The fascist themes in The Handmaid’s Tale, MGM Television and Hulu’s adaptation of Margaret Atwood’s 1985 dystopian novel, gave it an organic (albeit disconcerting) publicity boost in the wake of the divisive 2016 presidential election. Showrunner Bruce Miller’s drama dismantles the familiar America into Gilead, a futuristic but simplified world where fertility is currency and the few women capable of bearing children are forced into sexual servitude for affluent couples. At the center is Offred, one such “handmaid” played by Mad Men star Elisabeth Moss. Per Hulu, the drama’s April 26 debut became the streamer’s most watched series premiere, earning it a swift renewal. Yet, for the team behind the series, the totalitarian society onscreen too closely parallels aspects of an America where President Trump has rolled back orders protecting women’s rights in the workplace and funding for reproductive health. (Hillary Clinton is among those who have cited the show’s timeliness.) During a lively April 21 conversation with THR, Miller, Moss and castmembers Samira Wiley, Yvonne Strahovski and Joseph Fiennes explored the series’ relevance and what they hope viewers will learn from it.

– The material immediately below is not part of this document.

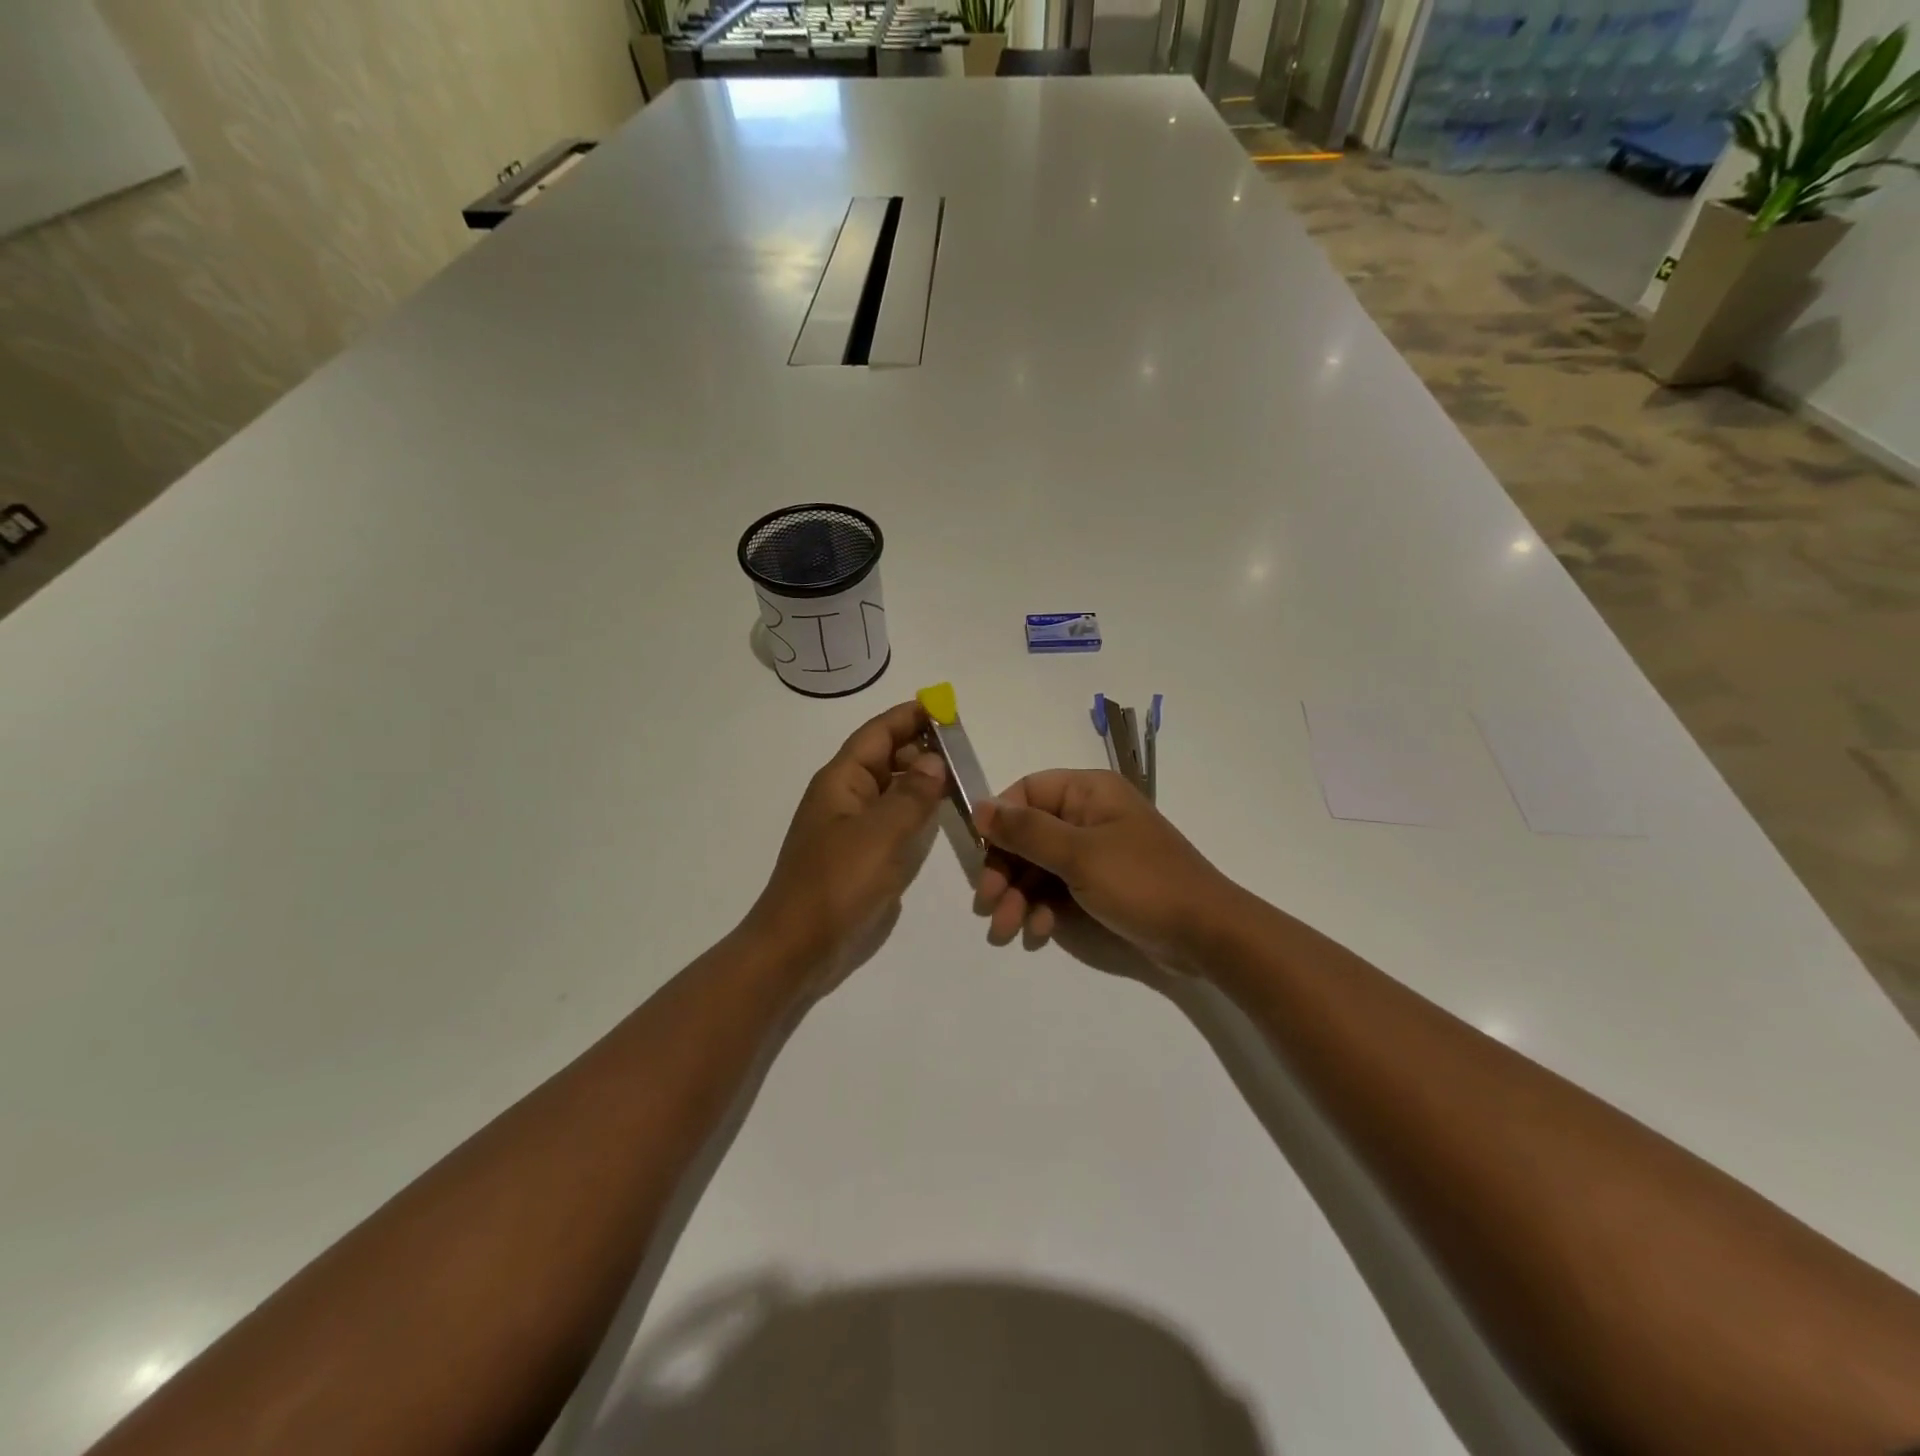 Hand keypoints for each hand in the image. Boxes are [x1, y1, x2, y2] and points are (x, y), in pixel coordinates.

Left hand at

What’s the biggest pressure in adapting a beloved book?
BRUCE MILLER Not screwing it up. Any time you take something this popular that people have devoted so much of their time and attention and heart to, you just don’t want to ruin people’s perception of the book.
Your shoot in Toronto began in September. How did the presidential election affect production?SAMIRA WILEY There was a feeling from the beginning that what we were doing was important and relevant already.
MILLER It was horrible for the world but great for me. People were all of a sudden saying the venomous things that they had always thought out loud — things I didn’t think people thought anymore in my little bubble. It made me change one or two things, but I’m not going to tell you what they are.
YVONNE STRAHOVSKI [Fiennes and I] are the villains. Suddenly Trump is elected, and all this negative behavior comes to light. I start seeing these parallels between [my character’s] actions and what Trump’s doing. It’s in a weird way an inspiration but also a horrid parallel.
ELISABETH MOSS The great thing that Yvonne did is bring that vulnerability. I had times when we’d do a scene together and look at each other, and all of a sudden we were just two women in different — both terrible — circumstances.